For investors, this announcement signals a company in crisis mode, forced to halt production and pivot to exploration after a major operational failure. The immediate financial impact is severe: $5 million in closure costs and a $39 million revenue loss, with no offsetting production or cash flow. The capital raising is large and highly dilutive, priced at a steep discount, and signals that Kingston has limited alternatives to fund its new strategy. While the involvement of Farjoy and board members provides some reassurance, their participation does not guarantee future funding, operational success, or institutional support. The company’s narrative of pivoting to drilling and resource growth is credible as a survival strategy, but lacks the operational detail and near-term milestones needed to inspire confidence in a turnaround. To change this assessment, Kingston would need to deliver concrete progress: updated resource/reserve estimates, a revised mine plan, or evidence of technical success in drilling.
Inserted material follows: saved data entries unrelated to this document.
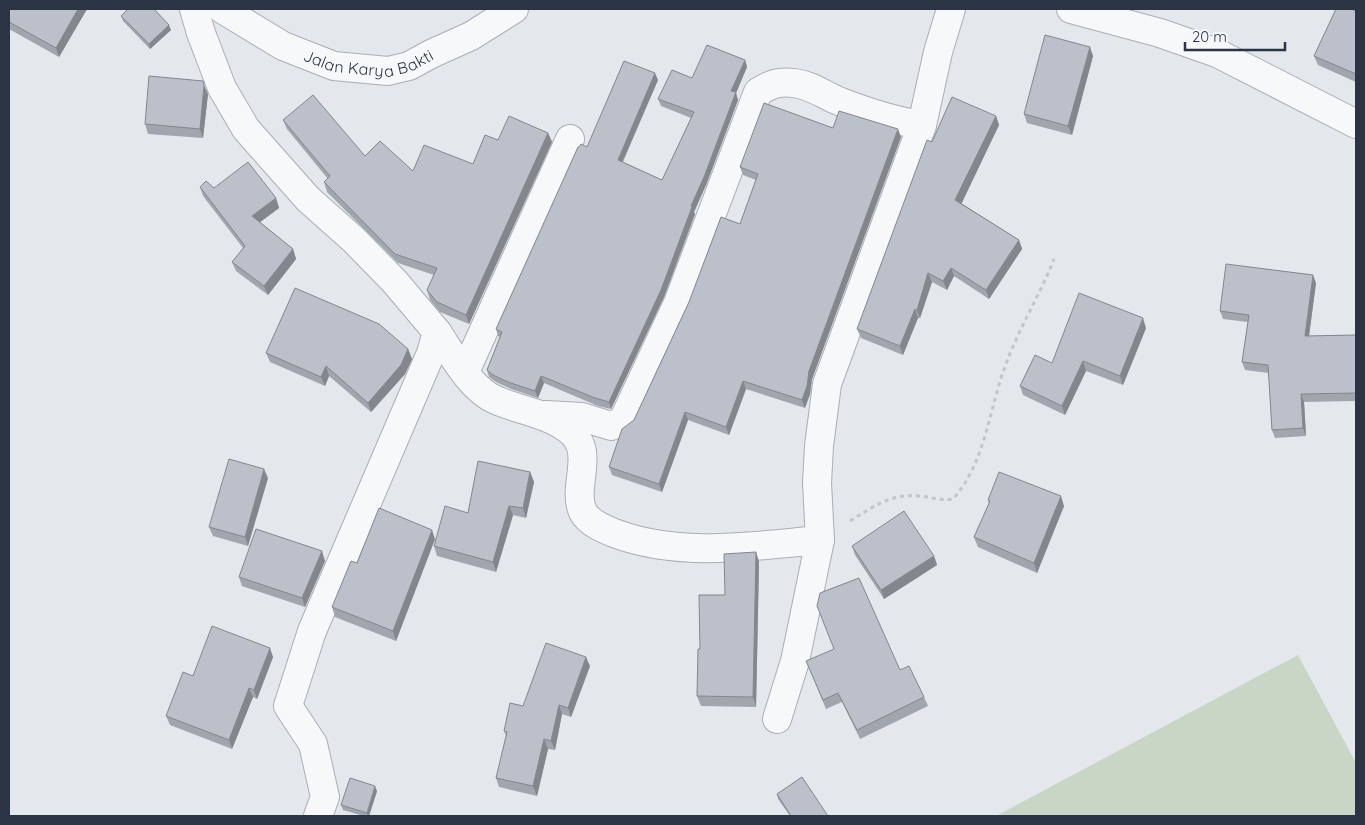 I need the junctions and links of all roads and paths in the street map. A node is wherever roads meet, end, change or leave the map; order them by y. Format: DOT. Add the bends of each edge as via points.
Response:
graph roads {
  1 [pos="194,9"];
  2 [pos="222,9"];
  3 [pos="514,9"];
  4 [pos="951,9"];
  5 [pos="1071,9"];
  6 [pos="1356,124"];
  7 [pos="922,125"];
  8 [pos="570,139"];
  9 [pos="1054,259"];
  10 [pos="438,332"];
  11 [pos="465,372"];
  12 [pos="546,415"];
  13 [pos="820,540"];
  14 [pos="777,719"];
  15 [pos="318,816"];
  1 -- 10 [label="street" via="222,88 246,129 308,199 395,282"];
  2 -- 3 [label="street, Jalan Karya Bakti" via="283,46 334,66 388,71 409,66 471,36"];
  4 -- 7 [label="street"];
  5 -- 6 [label="street" via="1160,33 1217,54"];
  7 -- 12 [label="street" via="894,120 794,83 771,84 758,92 678,303 624,421 611,426 582,418"];
  7 -- 13 [label="street" via="827,384 817,483"];
  8 -- 11 [label="street"];
  9 -- 13 [label="path" via="1005,365 990,421 964,487 954,499 942,501 898,496 883,501"];
  10 -- 11 [label="street"];
  10 -- 15 [label="street" via="432,354 312,632 288,706 313,744 325,797"];
  11 -- 12 [label="street" via="480,389 496,400"];
  12 -- 13 [label="street" via="571,431 581,446 584,462 579,493 584,513 598,526 632,540 677,548 722,548"];
  13 -- 14 [label="street" via="795,661"];
}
Key metrics to watch in the next reporting period include cash burn, drilling results, and any movement toward restoring production or booking new reserves. At this stage, the signal is one to monitor closely but not to act on unless the company demonstrates tangible progress—this is a high-risk, long-dated turnaround story with significant execution and dilution risk. The single most important takeaway is that Kingston is burning cash to buy time, and investors should demand hard evidence of progress before committing further capital.

Announcement summary

(ASX: KSN) Kingston Resources has paused underground development and delayed the start of underground production at the Mineral Hill gold-copper project in New South Wales after a wall failure in the Pearse South open pit. The closure, related staff redundancies, and fleet demobilisations have been estimated at $5 million, with an estimated gross revenue reduction of approximately $39m for the June quarter. Kingston currently has $9.45m in unrestricted cash at hand and will receive a $10m cash payment in July via deferred consideration from the early-2025 sale of the historical Misima gold project to Papua New Guinea’s Ok Tedi Mining. The company has announced a 25,000-metre drilling campaign and a $11.6m capital raising, consisting of a $2.55m share placement and a $9.1m entitlement offer. The issue price for new shares is $0.07 each, representing a 19.5% discount to the last closing price of $0.087 and an 18.9% discount to the five-day volume weighted average price of $0.086. Farjoy, the largest shareholder, has agreed to sub-underwrite the entitlement offer up to $8m, and its equity in Kingston will increase from 17.6% to 19.7% after the placement, and potentially to 28.5% if eligible shareholders do not take up their entitlements. The company projects that funds from the capital raising will be used for the drilling campaign, resource and ore reserve updates, redundancy and fleet demobilisation costs, care and maintenance costs, and general working capital purposes.